Its members comprised the UVF and also some personnel from the former Royal Ulster Constabulary (RUC) and British Army, leading to allegations there was British state collusion in the Dublin-Monaghan attacks.
As the bombings happened in the Republic, in strict jurisdictional terms those killings don’t come under Boutcher’s remit.
But Boutcher told The Irish Times he is investigating the killings on the basis many of the files relating to the bombings are in Northern Ireland and therefore come under his purview.
He said he is in regular contact with Garda Commissioner Drew Harris and is liaising with the Dublin-Monaghan families.
Boutcher said, “It is only right that I will look with great focus at any of those people from that gang that may have been involved in the Dublin-Monaghan bombings, and also other offenses committed in Dundalk and south of the border.”
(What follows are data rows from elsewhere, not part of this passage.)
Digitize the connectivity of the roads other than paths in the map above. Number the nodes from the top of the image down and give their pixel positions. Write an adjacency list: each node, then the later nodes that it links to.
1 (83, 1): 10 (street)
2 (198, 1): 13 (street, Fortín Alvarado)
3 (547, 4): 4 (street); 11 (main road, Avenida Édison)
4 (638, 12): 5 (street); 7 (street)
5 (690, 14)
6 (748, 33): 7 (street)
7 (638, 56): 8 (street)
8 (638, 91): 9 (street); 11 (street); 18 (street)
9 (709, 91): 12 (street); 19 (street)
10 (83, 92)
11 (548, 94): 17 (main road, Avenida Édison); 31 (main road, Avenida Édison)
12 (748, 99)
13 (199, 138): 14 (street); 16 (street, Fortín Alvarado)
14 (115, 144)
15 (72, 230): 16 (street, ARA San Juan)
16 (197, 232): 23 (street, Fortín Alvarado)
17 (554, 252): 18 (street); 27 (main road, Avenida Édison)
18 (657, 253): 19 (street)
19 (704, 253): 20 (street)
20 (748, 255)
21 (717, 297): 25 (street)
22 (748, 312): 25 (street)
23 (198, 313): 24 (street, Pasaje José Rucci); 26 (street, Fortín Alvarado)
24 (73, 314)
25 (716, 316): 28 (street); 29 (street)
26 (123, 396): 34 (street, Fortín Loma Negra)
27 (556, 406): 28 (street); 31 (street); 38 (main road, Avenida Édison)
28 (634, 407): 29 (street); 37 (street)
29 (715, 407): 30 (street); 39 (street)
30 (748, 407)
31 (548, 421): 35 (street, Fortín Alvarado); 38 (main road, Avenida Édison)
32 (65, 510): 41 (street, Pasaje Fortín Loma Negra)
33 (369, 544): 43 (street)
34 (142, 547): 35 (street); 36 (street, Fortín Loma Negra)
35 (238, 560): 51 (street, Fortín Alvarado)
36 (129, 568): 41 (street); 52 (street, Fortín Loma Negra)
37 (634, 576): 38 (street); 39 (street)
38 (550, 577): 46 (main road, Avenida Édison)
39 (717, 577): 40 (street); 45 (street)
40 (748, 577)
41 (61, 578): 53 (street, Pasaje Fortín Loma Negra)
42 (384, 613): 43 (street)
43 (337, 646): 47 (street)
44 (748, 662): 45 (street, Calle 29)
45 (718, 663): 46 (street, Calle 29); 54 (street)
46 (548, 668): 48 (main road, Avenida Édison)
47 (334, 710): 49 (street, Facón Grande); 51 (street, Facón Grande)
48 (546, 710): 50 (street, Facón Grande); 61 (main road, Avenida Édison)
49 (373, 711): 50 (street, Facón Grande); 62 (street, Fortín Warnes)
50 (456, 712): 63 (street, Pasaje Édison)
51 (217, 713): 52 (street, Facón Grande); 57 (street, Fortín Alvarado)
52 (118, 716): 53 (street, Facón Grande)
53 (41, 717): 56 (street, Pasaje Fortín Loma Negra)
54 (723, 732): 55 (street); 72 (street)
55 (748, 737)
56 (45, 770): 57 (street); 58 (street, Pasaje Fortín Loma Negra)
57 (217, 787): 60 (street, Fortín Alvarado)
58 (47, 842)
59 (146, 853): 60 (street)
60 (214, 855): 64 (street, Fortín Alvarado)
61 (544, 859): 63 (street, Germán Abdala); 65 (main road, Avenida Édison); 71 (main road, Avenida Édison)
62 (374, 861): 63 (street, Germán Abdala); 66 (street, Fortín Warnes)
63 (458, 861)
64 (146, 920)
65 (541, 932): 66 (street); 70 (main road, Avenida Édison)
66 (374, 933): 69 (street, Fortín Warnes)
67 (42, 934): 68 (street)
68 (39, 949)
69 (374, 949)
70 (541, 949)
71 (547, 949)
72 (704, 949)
He added, “This series of coordinated blasts killed 34 people going about their normal everyday lives, including a full-term unborn child, an entire family, and tore countless other families apart.
“The events were cowardly and evil beyond comprehension, targeting innocent people as they went about their lawful business that Friday afternoon.
“To listen to the heartbreaking stories of each of these remarkable families would make everyone realize that they deserve answers as to what happened; who was responsible, who knew what, and all agencies and stakeholders with information disclosing what they hold.”